What they meant to their teams and what they added to the rivalry goes far beyond numbers alone.

Much of what they did never showed up in a box score, was never seen by the public or reported by the media. Whether it was something that they said to a teammate, the way that they went about their craft, something that they did for someone else—the little things that they both did were as, if not more important to their teams' success than what they accomplished on the playing field was.

Now I know a ton of Red Sox fans, so I figured there was no better group to ask a simple question to: "Who is Jason Varitek?"

Without question, this was the most heartfelt, honest and accurate statement I've seen from anyone about Varitek to date:

Jason Varitek wasn't just the leader of the Boston Red Sox team—he was the unquestioned leader of Red Sox Nation. 'Tek bought us through the Grady Little years; he kept the idiots under enough control that we witnessed not one, but two World Series trophies be hoisted—something most Red Sox fans never thought they would see in their lifetimes. His value went beyond his ability to catch, throw and hit, because when those all started to fade, he was still able to bring his pitchers along, If John Henry has half a brain, he will make sure that Jason Varitek is involved with this organization for a long, long time—I smile when I think of the impact that he could have on young players coming up through the minors. He'll never get into Cooperstown, but to millions of us, he's as big a part of Red Sox history as anyone who has ever worn the red B on their head.—Greg Drinkwater

Fans like Greg, like you, like me—those of us who have been emotionally invested in the teams we cheer on for as long as we can remember—those are the people who can truly speak to a player's legacy. It takes a special player to garner the type of response that my question got.

Much in the same way that Thurman Munson and Carlton Fisk did, Jason Varitek and Jorge Posada transcended the game.

They became ingrained in the psyche and culture of their teams, their fan bases, and the cities they called home, often being overlooked while their flashier, more talented teammates soaked up all the attention.

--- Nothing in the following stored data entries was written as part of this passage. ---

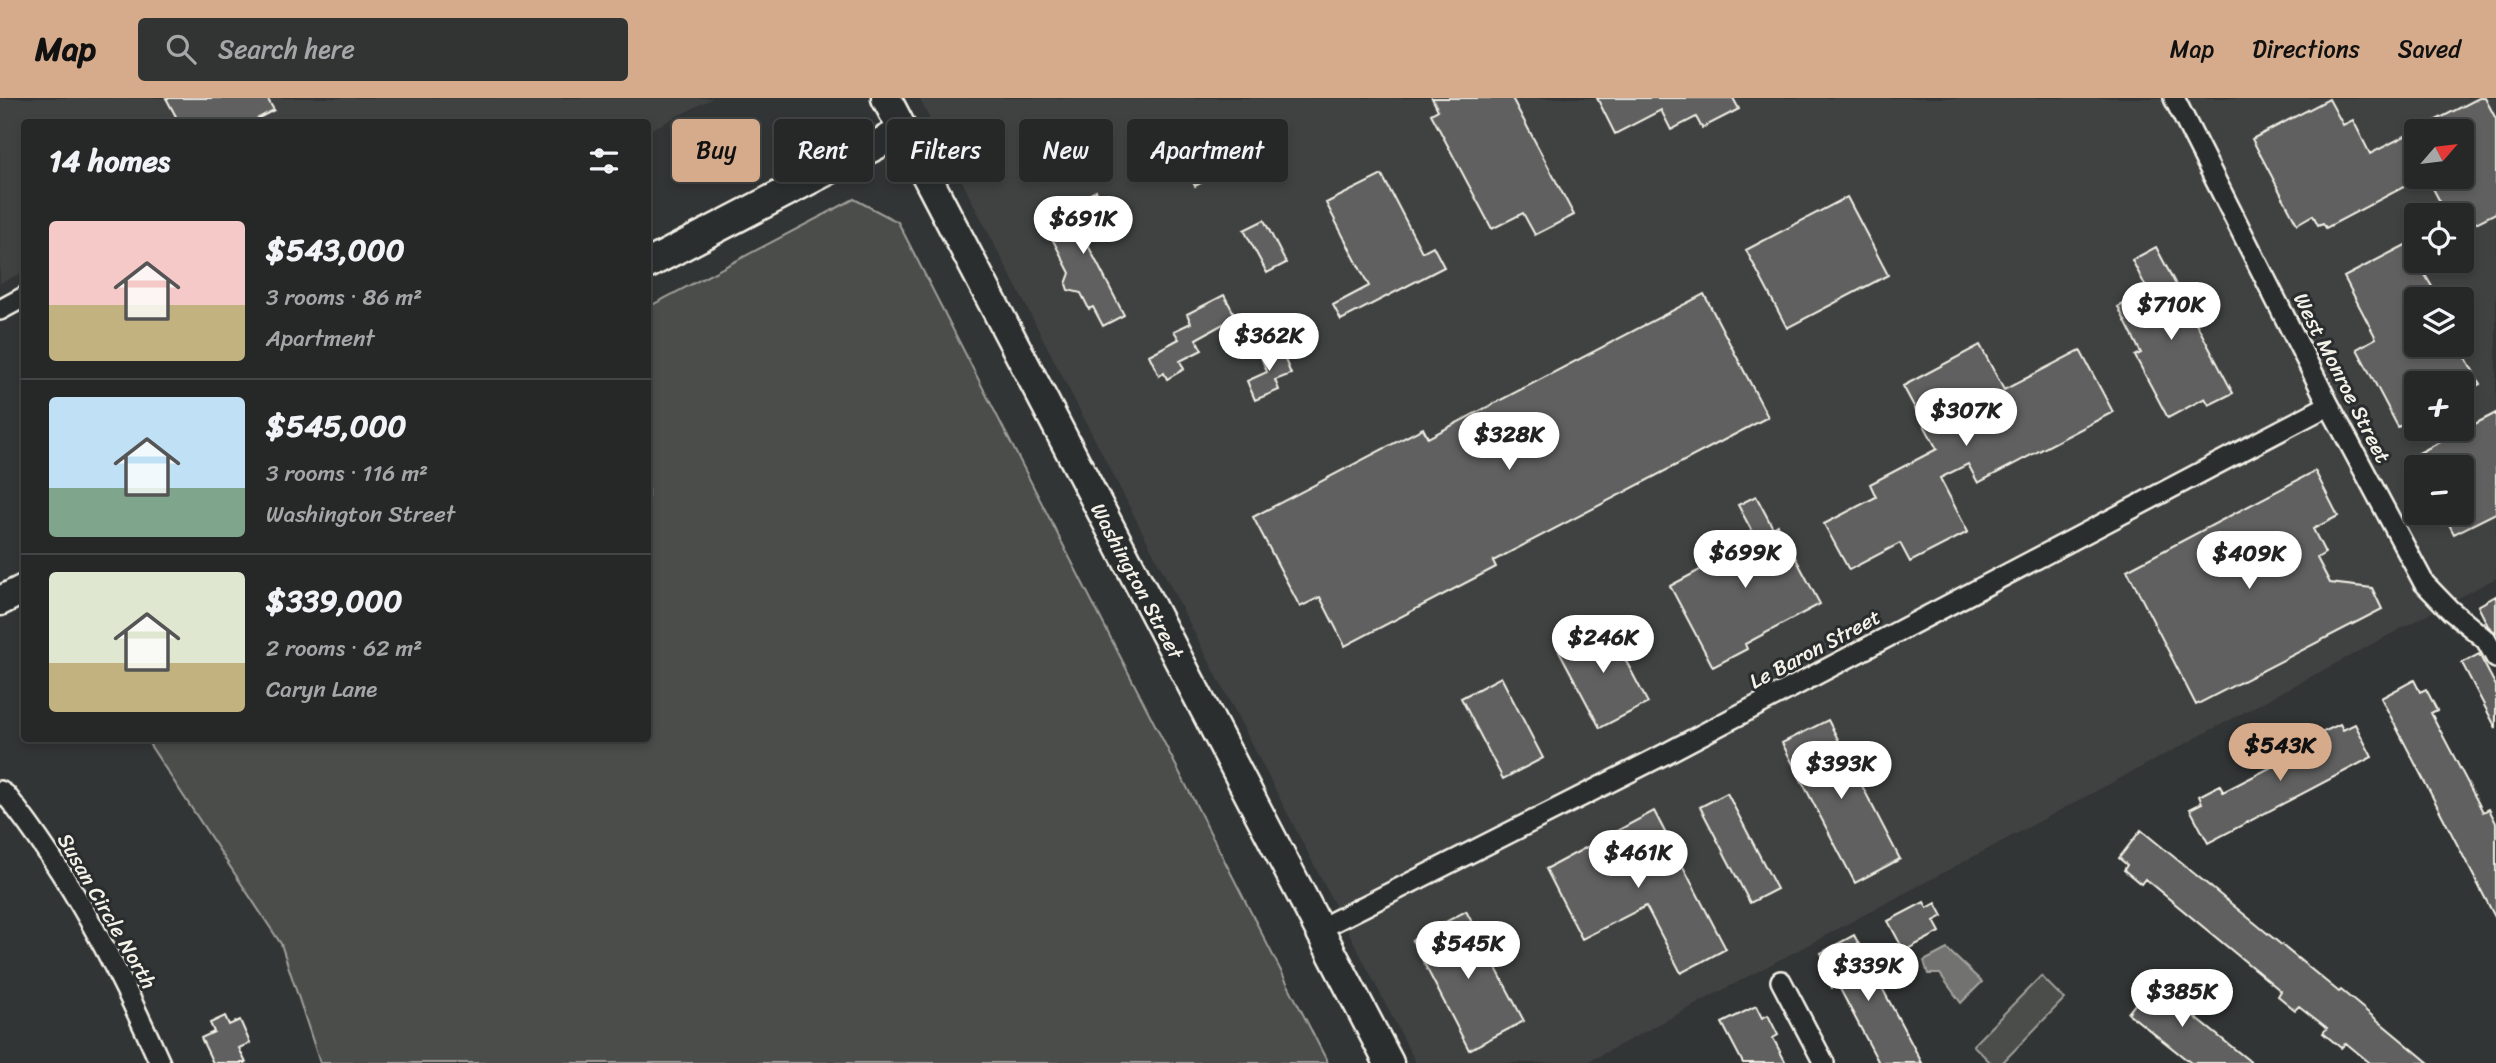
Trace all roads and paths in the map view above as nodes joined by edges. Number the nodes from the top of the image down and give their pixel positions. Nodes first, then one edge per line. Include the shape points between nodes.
1 (886, 98) edge
2 (2174, 98) edge
3 (896, 119) edge
4 (887, 139) edge
5 (929, 182) edge
6 (651, 262) edge
7 (21, 299) edge
8 (0, 310) edge
9 (2329, 405) junction
10 (21, 590) edge
11 (0, 601) edge
12 (2496, 658) edge
13 (0, 791) edge
14 (1319, 929) junction
15 (1782, 981) dead end
16 (160, 1063) edge
17 (1389, 1063) edge
18 (1824, 1063) edge

1 - 3 main road, Washington Street
2 - 9 street, West Monroe Street
4 - 6 main road
5 - 14 main road, Washington Street
7 - 8 street
9 - 12 street, West Monroe Street via 2424,583 2486,640
9 - 14 street, Le Baron Street via 1663,755
10 - 11 main road
13 - 16 street, Susan Circle North via 36,833 80,903 124,982
14 - 17 main road, Washington Street
15 - 18 street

The rivalry between the two teams is at it's best when they both have a strong, sturdy leader behind the plate—something that seems to happen every 20 years or so.

When the Red Sox and Yankees are battling each other tooth and nail in a September pennant race, it serves as the best the sport has to offer—it reminds us of what makes sports so great.

Passion. Emotion. Dedication. Camaraderie.

Let's hope we don't have to wait another 20 years for the next chapter to be written.